Judgment for defendant. Plaintiffs appealed.
The facts sufficiently appear in the opinion. The judge found that Market Square, or Market Street, was one of the streets in Asheville, and that in the middle of the street, which is a wide one, there is an uninclosed area, or parallelogram, known as Pack Square. This parallelogram has been paved, or otherwise adorned, by private munificence, without any expense to the plaintiffs or to the city, and is held and "dedicated to free and unobstructed public use" in connection with a monument there placed in honor of one of the State's greatest citizens — Zebulon B. Vance. There is a 12-foot walkway for foot passengers through the center of said strip, and crosswalks. The court finds as a fact that Pack Square is a part of Market Street. That part of Market Street which was left to be paved by the city and the abutting property holders is only so much thereof (396) as is still left for street use by wheeled vehicles, to wit, 60 feet, of which one part lies between the curb on the north side of Market Street and the reserved area known as Pack Square, and the other part lies between Pack Square and the southern curb of Market Street. Pack Square itself, which the judge finds is a part of Market Street, has not been paved at public expense. Of this 60 feet of Market Street which have been paved for public use, the cost of one-third thereof has been charged against the abutting property on the north side of Market Street, one-third against the abutting property on the south *Page 289 side of Market Street, and the cost of the other third has been charged up to the city treasury — the usual apportionment of the cost in street paving.
Market Street is a wide street — over 125 feet wide — and if one-third of paving its whole width had been assessed upon the abutting property on each side, it would have been much heavier than now; but by reserving the strip in the middle, known as Pack Square, for the patriotic purposes aforesaid, there is no cost assessed for paving that part of the street. The plaintiffs, who are assessed for one-third of the paving of that 60 feet of the street which is still kept for roadway, are called on to pay only $5.35 per front foot, or about $160 on a lot of 30 feet front in the heart of the progressive and growing city of Asheville, such lots being worth, as stated in the argument, over $10,000 each.

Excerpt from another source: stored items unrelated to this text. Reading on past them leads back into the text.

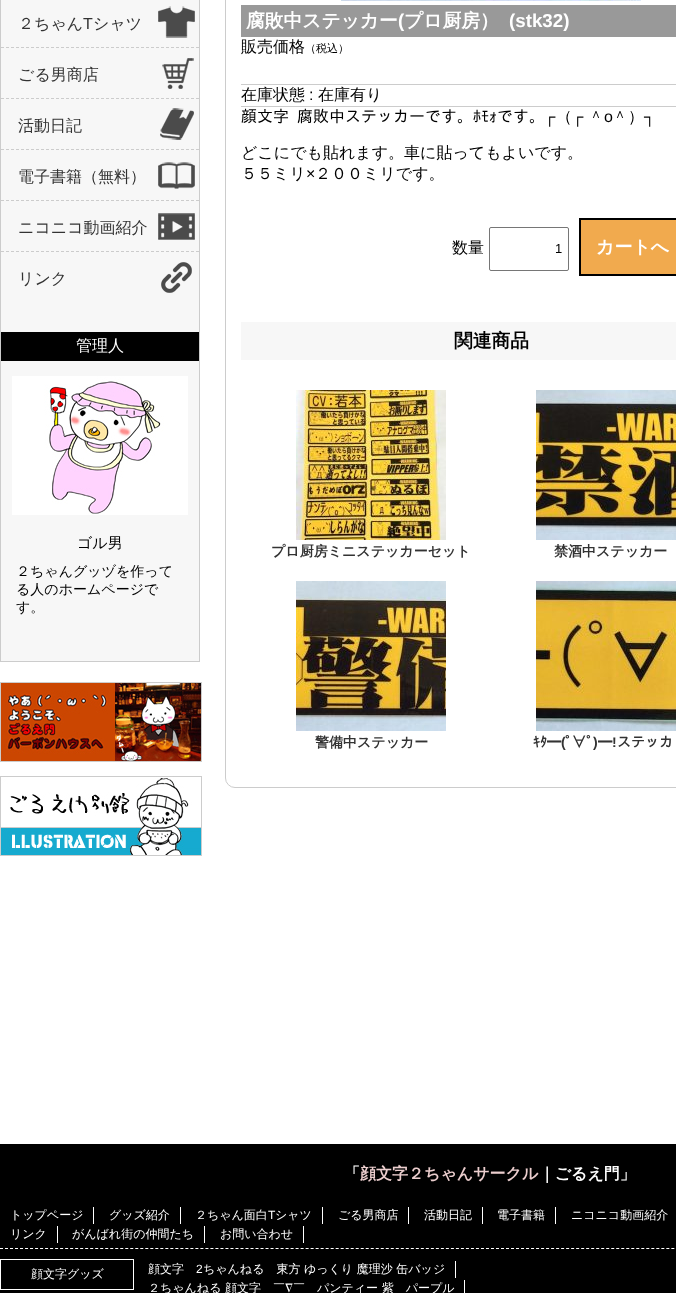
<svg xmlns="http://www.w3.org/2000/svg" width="676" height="1293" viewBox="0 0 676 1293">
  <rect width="100%" height="100%" fill="rgb(255,255,255)"/>
  <rect x="1" y="0" width="198" height="661" fill="rgb(247,247,247)"/>
  <rect x="199" y="0" width="1" height="662" fill="rgb(204,204,204)"/>
  <rect x="0" y="661" width="200" height="1" fill="rgb(204,204,204)"/>
  <rect x="0" y="0" width="1" height="662" fill="rgb(204,204,204)"/>
  <image x="158" y="6" width="37" height="32" href="pic1.png"/>
  <path d="M1 47.5H199" fill="none" stroke="rgb(204,204,204)" stroke-dasharray="3 2"/>
  <text x="18" y="29" font-family="WenQuanYi Zen Hei" font-size="16" font-weight="500" fill="rgb(51,51,51)">２ちゃん</text>
  <text x="83" y="29" font-family="Liberation Sans" font-size="16" fill="rgb(51,51,51)">T</text>
  <text x="93" y="29" font-family="WenQuanYi Zen Hei" font-size="16" font-weight="500" fill="rgb(51,51,51)">シャツ</text>
  <image x="162" y="58" width="32" height="31" href="pic2.png"/>
  <path d="M1 98.5H199" fill="none" stroke="rgb(204,204,204)" stroke-dasharray="3 2"/>
  <text x="18" y="80" font-family="WenQuanYi Zen Hei" font-size="16" font-weight="500" fill="rgb(51,51,51)">ごる男商店</text>
  <image x="160" y="108" width="34" height="32" href="pic3.png"/>
  <path d="M1 149.5H199" fill="none" stroke="rgb(204,204,204)" stroke-dasharray="3 2"/>
  <text x="18" y="131" font-family="WenQuanYi Zen Hei" font-size="16" font-weight="500" fill="rgb(51,51,51)">活動日記</text>
  <image x="158" y="162" width="37" height="27" href="pic4.png"/>
  <path d="M1 200.5H199" fill="none" stroke="rgb(204,204,204)" stroke-dasharray="3 2"/>
  <text x="18" y="182" font-family="WenQuanYi Zen Hei" font-size="16" font-weight="500" fill="rgb(51,51,51)">電子書籍（無料）</text>
  <image x="158" y="213" width="37" height="27" href="pic5.png"/>
  <path d="M1 251.5H199" fill="none" stroke="rgb(204,204,204)" stroke-dasharray="3 2"/>
  <text x="18" y="233" font-family="WenQuanYi Zen Hei" font-size="16" font-weight="500" fill="rgb(51,51,51)">ニコニコ動画紹介</text>
  <image x="161" y="262" width="31" height="31" href="pic6.png"/>
  <text x="18" y="284" font-family="WenQuanYi Zen Hei" font-size="16" font-weight="500" fill="rgb(51,51,51)">リンク</text>
  <rect x="1" y="332" width="198" height="29" fill="rgb(0,0,0)"/>
  <text x="76" y="351" font-family="WenQuanYi Zen Hei" font-size="16" font-weight="500" fill="rgb(255,255,255)">管理人</text>
  <image x="12" y="376" width="176" height="139" href="pic7.png"/>
  <text x="77" y="548" font-family="WenQuanYi Zen Hei" font-size="15" font-weight="500" fill="rgb(0,0,0)">ゴル男</text>
  <g font-family="WenQuanYi Zen Hei" font-size="14" font-weight="500" fill="rgb(0,0,0)">
    <text>
      <tspan x="16" y="576">２ちゃんグッヅを作って</tspan>
      <tspan x="16" y="594">る人のホームページで</tspan>
      <tspan x="16" y="612">す。</tspan>
    </text>
  </g>
  <image x="0" y="682" width="202" height="80" href="pic8.png"/>
  <image x="0" y="776" width="202" height="80" href="pic9.png"/>
  <rect x="225.5" y="-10.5" width="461" height="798" rx="9.5" fill="none" stroke="rgb(204,204,204)"/>
  <image x="341" y="0" width="300" height="1" href="pic10.png"/>
  <rect x="241" y="5" width="435" height="32" fill="rgb(153,153,153)"/>
  <text x="246" y="27" font-family="WenQuanYi Zen Hei" font-size="18.75" font-weight="bold" fill="rgb(255,255,255)">腐敗中ステッカー</text>
  <text x="398" y="27" font-family="Liberation Sans" font-size="18.75" font-weight="bold" fill="rgb(255,255,255)">(</text>
  <text x="404" y="27" font-family="WenQuanYi Zen Hei" font-size="18.75" font-weight="bold" fill="rgb(255,255,255)">プロ厨房）</text>
  <text x="509" y="27" font-family="Liberation Sans" font-size="18.75" font-weight="bold" fill="rgb(255,255,255)">(stk32)</text>
  <rect x="241" y="84" width="435" height="1" fill="rgb(204,204,204)"/>
  <text x="241" y="52" font-family="WenQuanYi Zen Hei" font-size="16" font-weight="500" fill="rgb(0,0,0)">販売価格</text>
  <text x="305" y="52" font-family="WenQuanYi Zen Hei" font-size="11" font-weight="500" fill="rgb(0,0,0)">（税込）</text>
  <rect x="241" y="106" width="435" height="1" fill="rgb(204,204,204)"/>
  <text x="241" y="100" font-family="WenQuanYi Zen Hei" font-size="16" font-weight="500" fill="rgb(0,0,0)">在庫状態</text>
  <text x="309" y="100" font-family="Liberation Sans" font-size="16" fill="rgb(0,0,0)">:</text>
  <text x="318" y="100" font-family="WenQuanYi Zen Hei" font-size="16" font-weight="500" fill="rgb(0,0,0)">在庫有り</text>
  <text x="241" y="122" font-family="IPAGothic" font-size="16" fill="rgb(0,0,0)">顔文字 腐敗中ステッカーです。ﾎﾓｫです。</text>
  <text x="544" y="122" font-family="Liberation Sans" font-size="16" fill="rgb(0,0,0)">┌</text>
  <text x="556" y="122" font-family="WenQuanYi Zen Hei" font-size="16" font-weight="500" fill="rgb(0,0,0)">（</text>
  <text x="572" y="122" font-family="Liberation Sans" font-size="16" fill="rgb(0,0,0)">┌</text>
  <text x="588" y="122" font-family="WenQuanYi Zen Hei" font-size="16" font-weight="500" fill="rgb(0,0,0)">＾</text>
  <text x="604" y="122" font-family="Liberation Sans" font-size="16" fill="rgb(0,0,0)">o</text>
  <text x="612" y="122" font-family="WenQuanYi Zen Hei" font-size="16" font-weight="500" fill="rgb(0,0,0)">＾）</text>
  <text x="644" y="122" font-family="Liberation Sans" font-size="16" fill="rgb(0,0,0)">┐</text>
  <g font-family="WenQuanYi Zen Hei" font-size="16" font-weight="500" fill="rgb(0,0,0)">
    <text>
      <tspan x="241" y="158">どこにでも貼れます。車に貼ってもよいです。</tspan>
      <tspan x="241" y="179">５５ミリ</tspan>
    </text>
  </g>
  <text x="306" y="179" font-family="Liberation Sans" font-size="16" fill="rgb(0,0,0)">×</text>
  <g font-family="WenQuanYi Zen Hei" font-size="16" font-weight="500" fill="rgb(0,0,0)">
    <text x="315" y="179">２００ミリです。</text>
    <text x="452" y="253">数量</text>
  </g>
  <rect x="489.5" y="227.5" width="79" height="43" rx="1.5" fill="none" stroke="rgb(118,118,118)"/>
  <text x="555" y="253" font-family="Liberation Sans" font-size="13" fill="rgb(0,0,0)">1</text>
  <rect x="580" y="219" width="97" height="56" fill="rgb(241,170,78)" stroke="rgb(0,0,0)" stroke-width="2"/>
  <text x="596" y="253" font-family="WenQuanYi Zen Hei" font-size="18" font-weight="bold" fill="rgb(255,255,255)">カートへ</text>
  <rect x="241" y="322" width="435" height="38" fill="rgb(247,247,247)"/>
  <text x="454" y="347" font-family="WenQuanYi Zen Hei" font-size="18.75" font-weight="bold" fill="rgb(0,0,0)">関連商品</text>
  <image x="296" y="390" width="150" height="150" href="pic11.png"/>
  <text x="271" y="556" font-family="WenQuanYi Zen Hei" font-size="14" font-weight="bold" fill="rgb(51,51,51)">プロ厨房ミニステッカーセット</text>
  <image x="536" y="390" width="140" height="150" href="pic12.png"/>
  <text x="554" y="556" font-family="WenQuanYi Zen Hei" font-size="14" font-weight="bold" fill="rgb(51,51,51)">禁酒中ステッカー</text>
  <image x="296" y="581" width="150" height="150" href="pic13.png"/>
  <text x="315" y="747" font-family="WenQuanYi Zen Hei" font-size="14" font-weight="bold" fill="rgb(51,51,51)">警備中ステッカー</text>
  <image x="536" y="581" width="140" height="150" href="pic14.png"/>
  <text x="533" y="747" font-family="IPAGothic" font-size="14" font-weight="bold" fill="rgb(51,51,51)">ｷﾀ━</text>
  <text x="561" y="747" font-family="Liberation Sans" font-size="14" font-weight="bold" fill="rgb(51,51,51)">(</text>
  <text x="565" y="747" font-family="IPAGothic" font-size="14" font-weight="bold" fill="rgb(51,51,51)">ﾟ∀ﾟ</text>
  <text x="593" y="747" font-family="Liberation Sans" font-size="14" font-weight="bold" fill="rgb(51,51,51)">)</text>
  <text x="598" y="747" font-family="IPAGothic" font-size="14" font-weight="bold" fill="rgb(51,51,51)">━</text>
  <text x="612" y="747" font-family="Liberation Sans" font-size="14" font-weight="bold" fill="rgb(51,51,51)">!</text>
  <text x="617" y="747" font-family="IPAGothic" font-size="14" font-weight="bold" fill="rgb(51,51,51)">ステッカ</text>
  <rect x="0" y="1144" width="676" height="149" fill="rgb(0,0,0)"/>
  <text x="344" y="1179" font-family="WenQuanYi Zen Hei" font-size="16" font-weight="bold" fill="rgb(255,255,255)">「</text>
  <text x="360" y="1179" font-family="WenQuanYi Zen Hei" font-size="16" font-weight="bold" fill="rgb(236,206,206)">顔文字２ちゃんサークル</text>
  <text x="539" y="1179" font-family="WenQuanYi Zen Hei" font-size="16" font-weight="bold" fill="rgb(255,255,255)">｜ごるえ門」</text>
  <path d="M0 1248.5H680" fill="none" stroke="rgb(255,255,255)" stroke-dasharray="3 2.01"/>
  <rect x="93" y="1207" width="1" height="17" fill="rgb(255,255,255)"/>
  <text x="10" y="1219" font-family="WenQuanYi Zen Hei" font-size="12" font-weight="500" fill="rgb(255,255,255)">トップページ</text>
  <rect x="180" y="1207" width="1" height="17" fill="rgb(255,255,255)"/>
  <text x="109" y="1219" font-family="WenQuanYi Zen Hei" font-size="12" font-weight="500" fill="rgb(255,255,255)">グッズ紹介</text>
  <rect x="322" y="1207" width="1" height="17" fill="rgb(255,255,255)"/>
  <text x="195" y="1219" font-family="WenQuanYi Zen Hei" font-size="12" font-weight="500" fill="rgb(255,255,255)">２ちゃん面白</text>
  <text x="268" y="1219" font-family="Liberation Sans" font-size="12" fill="rgb(255,255,255)">T</text>
  <text x="275" y="1219" font-family="WenQuanYi Zen Hei" font-size="12" font-weight="500" fill="rgb(255,255,255)">シャツ</text>
  <rect x="408" y="1207" width="1" height="17" fill="rgb(255,255,255)"/>
  <text x="338" y="1219" font-family="WenQuanYi Zen Hei" font-size="12" font-weight="500" fill="rgb(255,255,255)">ごる男商店</text>
  <rect x="482" y="1207" width="1" height="17" fill="rgb(255,255,255)"/>
  <text x="424" y="1219" font-family="WenQuanYi Zen Hei" font-size="12" font-weight="500" fill="rgb(255,255,255)">活動日記</text>
  <rect x="555" y="1207" width="1" height="17" fill="rgb(255,255,255)"/>
  <g font-family="WenQuanYi Zen Hei" font-size="12" font-weight="500" fill="rgb(255,255,255)">
    <text x="497" y="1219">電子書籍</text>
    <text x="571" y="1219">ニコニコ動画紹介</text>
  </g>
  <rect x="57" y="1226" width="1" height="17" fill="rgb(255,255,255)"/>
  <text x="10" y="1238" font-family="WenQuanYi Zen Hei" font-size="12" font-weight="500" fill="rgb(255,255,255)">リンク</text>
  <rect x="204" y="1226" width="1" height="17" fill="rgb(255,255,255)"/>
  <text x="72" y="1238" font-family="WenQuanYi Zen Hei" font-size="12" font-weight="500" fill="rgb(255,255,255)">がんばれ街の仲間たち</text>
  <rect x="303" y="1226" width="1" height="17" fill="rgb(255,255,255)"/>
  <text x="220" y="1238" font-family="WenQuanYi Zen Hei" font-size="12" font-weight="500" fill="rgb(255,255,255)">お問い合わせ</text>
  <rect x="0.5" y="1259.5" width="133" height="30" fill="none" stroke="rgb(255,255,255)"/>
  <text x="31" y="1278" font-family="WenQuanYi Zen Hei" font-size="12" font-weight="500" fill="rgb(255,255,255)">顔文字グッズ</text>
  <rect x="455" y="1261" width="1" height="17" fill="rgb(255,255,255)"/>
  <text x="148" y="1273" font-family="WenQuanYi Zen Hei" font-size="12" font-weight="500" fill="rgb(255,255,255)">顔文字</text>
  <text x="196" y="1273" font-family="Liberation Sans" font-size="12" fill="rgb(255,255,255)">2</text>
  <text x="203" y="1273" font-family="WenQuanYi Zen Hei" font-size="12" font-weight="500" fill="rgb(255,255,255)">ちゃんねる　東方 ゆっくり 魔理沙 缶バッジ</text>
  <rect x="464" y="1280" width="1" height="13" fill="rgb(255,255,255)"/>
  <text x="148" y="1292" font-family="WenQuanYi Zen Hei" font-size="12" font-weight="500" fill="rgb(255,255,255)">２ちゃんねる 顔文字　￣∇￣　パンティー 紫　パープル</text>
</svg>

This would seem sufficiently moderate and reasonable.
The sole contention of the plaintiffs is that that part of Market Street lying on the north side of the reserved area should be treated as one street, and the property abutting thereon should pay one-third the cost of paving that only, and the city one-third, and that the city should pay another one-third, on the theory that the reserved area is the unoccupied south side of this narrow street; and the same contention is made as to that part of Market Street on the south side of the reserved area; that is, if Market Street is 125 feet wide, instead of the abutting property holders on each side paying for paving one-third (397) of said 125 feet and the city one-third, the plaintiffs contend that they are exempted from paving 65 feet in the center of the street, which are reserved for purposes aforesaid; that the remaining 60 feet should be divided into two very narrow streets, leaving the abutting owners to pay one-third for paving those narrow streets — say for 10 feet each (if the two narrow streets were of equal width) — and the city to pay for two-thirds, or 40 feet.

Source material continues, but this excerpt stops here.